Optimal levels for us hypos are

B12 - very top of range, even 900-1000

Folate - at least half way through range

Ferritin - at least 70

Vit D - 100-150nmol/L

So these levels need to be worked on first, if the building blocks aren't in place then thyroid hormone can't work.

julijkb profile image
julijkb in reply to SeasideSusie

That makes complete sense. Should we work on the levels of vits and minerals before we increase the levels of levo?

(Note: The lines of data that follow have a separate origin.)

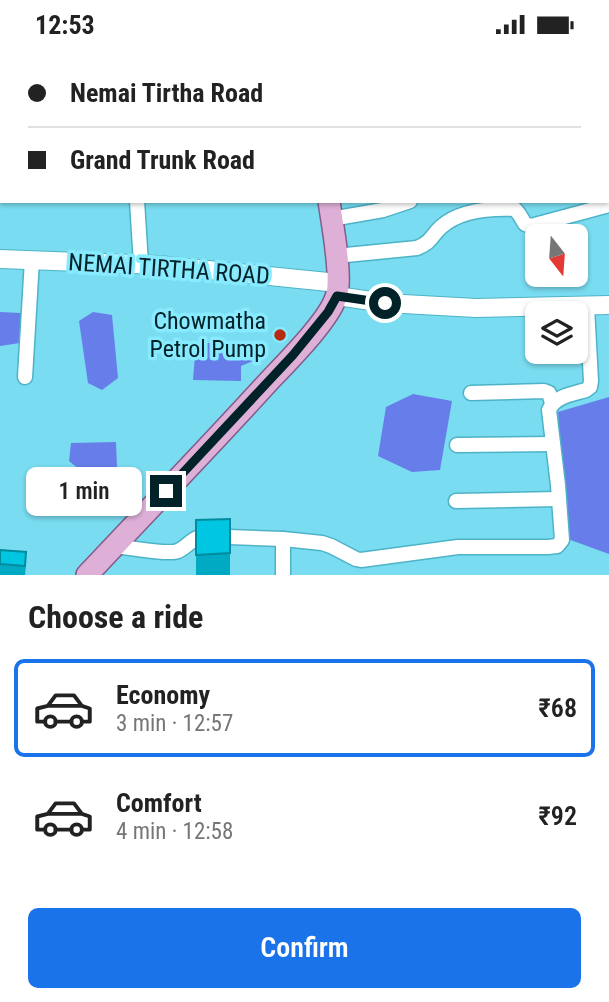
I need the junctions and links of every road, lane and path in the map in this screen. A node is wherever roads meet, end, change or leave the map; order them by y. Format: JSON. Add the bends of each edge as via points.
{"nodes":[{"id":1,"x":137,"y":203,"type":"edge"},
{"id":2,"x":404,"y":203,"type":"edge"},
{"id":3,"x":453,"y":203,"type":"edge"},
{"id":4,"x":506,"y":205,"type":"edge"},
{"id":5,"x":609,"y":205,"type":"edge"},
{"id":6,"x":581,"y":207,"type":"edge"},
{"id":7,"x":330,"y":210,"type":"edge"},
{"id":8,"x":456,"y":216,"type":"junction"},
{"id":9,"x":336,"y":256,"type":"junction"},
{"id":10,"x":0,"y":259,"type":"edge"},
{"id":11,"x":32,"y":260,"type":"junction"},
{"id":12,"x":141,"y":264,"type":"junction"},
{"id":13,"x":337,"y":290,"type":"junction"},
{"id":14,"x":609,"y":305,"type":"edge"},
{"id":15,"x":588,"y":307,"type":"edge"},
{"id":16,"x":525,"y":308,"type":"edge"},
{"id":17,"x":588,"y":326,"type":"edge"},
{"id":18,"x":24,"y":377,"type":"dead end"},
{"id":19,"x":471,"y":393,"type":"dead end"},
{"id":20,"x":552,"y":403,"type":"junction"},
{"id":21,"x":553,"y":444,"type":"junction"},
{"id":22,"x":457,"y":445,"type":"dead end"},
{"id":23,"x":559,"y":499,"type":"junction"},
{"id":24,"x":456,"y":501,"type":"dead end"},
{"id":25,"x":283,"y":539,"type":"junction"},
{"id":26,"x":114,"y":546,"type":"junction"},
{"id":27,"x":87,"y":575,"type":"edge"},
{"id":28,"x":283,"y":575,"type":"edge"}],
"edges":[{"from":1,"to":12,"type":"street"},
{"from":2,"to":7,"type":"street","via":[[376,212]]},
{"from":3,"to":8,"type":"street"},
{"from":4,"to":6,"type":"street","via":[[531,226]]},
{"from":4,"to":8,"type":"street"},
{"from":5,"to":6,"type":"street"},
{"from":7,"to":9,"type":"main road"},
{"from":8,"to":9,"type":"street","via":[[418,249]]},
{"from":9,"to":13,"type":"main road"},
{"from":10,"to":11,"type":"street","name":"NEMAI TIRTHA ROAD"},
{"from":11,"to":12,"type":"street","name":"NEMAI TIRTHA ROAD"},
{"from":11,"to":18,"type":"street"},
{"from":12,"to":13,"type":"street","name":"NEMAI TIRTHA ROAD"},
{"from":13,"to":16,"type":"street","name":"NEMAI TIRTHA ROAD","via":[[385,303]]},
{"from":13,"to":26,"type":"main road","via":[[328,312],[293,355]]},
{"from":14,"to":15,"type":"street","name":"NEMAI TIRTHA ROAD"},
{"from":17,"to":20,"type":"street","via":[[591,384]]},
{"from":19,"to":20,"type":"street","via":[[544,391]]},
{"from":20,"to":21,"type":"street"},
{"from":21,"to":22,"type":"street"},
{"from":21,"to":23,"type":"street"},
{"from":23,"to":24,"type":"street"},
{"from":23,"to":25,"type":"street","via":[[562,540],[554,547],[450,548],[361,560],[326,544]]},
{"from":25,"to":26,"type":"street","via":[[202,536],[173,553]]},
{"from":25,"to":28,"type":"street"},
{"from":26,"to":27,"type":"main road"}]}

SeasideSusie profile image
SeasideSusieRemembering in reply to julijkb

There's no reason not to do them at the same time. An increase in Levo takes 6 weeks to be fully effective. Starting to improve nutrient levels now can only help. Don't start all the supplements at the same time though, introduce one, wait a week or two then introduce the second one, wait a week or two, and so on. By doing that if there are any adverse reactions you'll know what caused it.

julijkb profile image
julijkb in reply to SeasideSusie

She is already on 75mg of levo......

SeasideSusie profile image
SeasideSusieRemembering in reply to julijkb

But it's not enough is it, her results show that.

Fleurxx profile image
Fleurxx in reply to SeasideSusie

Thanks for such a detailed answer - really helpful.

julijkb profile image
julijkb in reply to SeasideSusie

This was amazingly helpful and gave me the confidence to challenge the gp once again. Collecting results today after increasing my daughters levothyroxine. Will let you know!

julijkb profile image
julijkb in reply to SeasideSusie

This was amazingly helpful and gave me the confidence to challenge the gp once again. Collecting results today after increasing my daughters levothyroxine. Will let you know!

julijkb profile image
julijkb

Sorry, folate 9.8ug/L 2.7-15

SeasideSusie profile image
SeasideSusieRemembering in reply to julijkb

Folate is good :)

Heloise profile image
Heloise

Hi Juli, it looks as if she is not converting plus the fact that her ferritin is so extremely low. We had a series of interviews by doctors and researchers who explained the importance of iron and a certain part of the stomach lining necessary to absorb it and even supplementing is difficult for the same reason. Some people try liquid iron but more acid is needed to break down minerals. I've been touting the use of unfiltered vinegar which has enzymes as well. Using it with meals has been very beneficial in many ways. There is also betaine or HCL or Pepsin you could try.

julijkb profile image
julijkb

Thanks, I shall see what the doctor has to say today.

Apart from what everyone else has said, how can the results be "normal" when Ft3 is under range? And so is ferritin? Has she been tested for iron deficiency anaemia? D and B12 are also too low, so folate probably is too.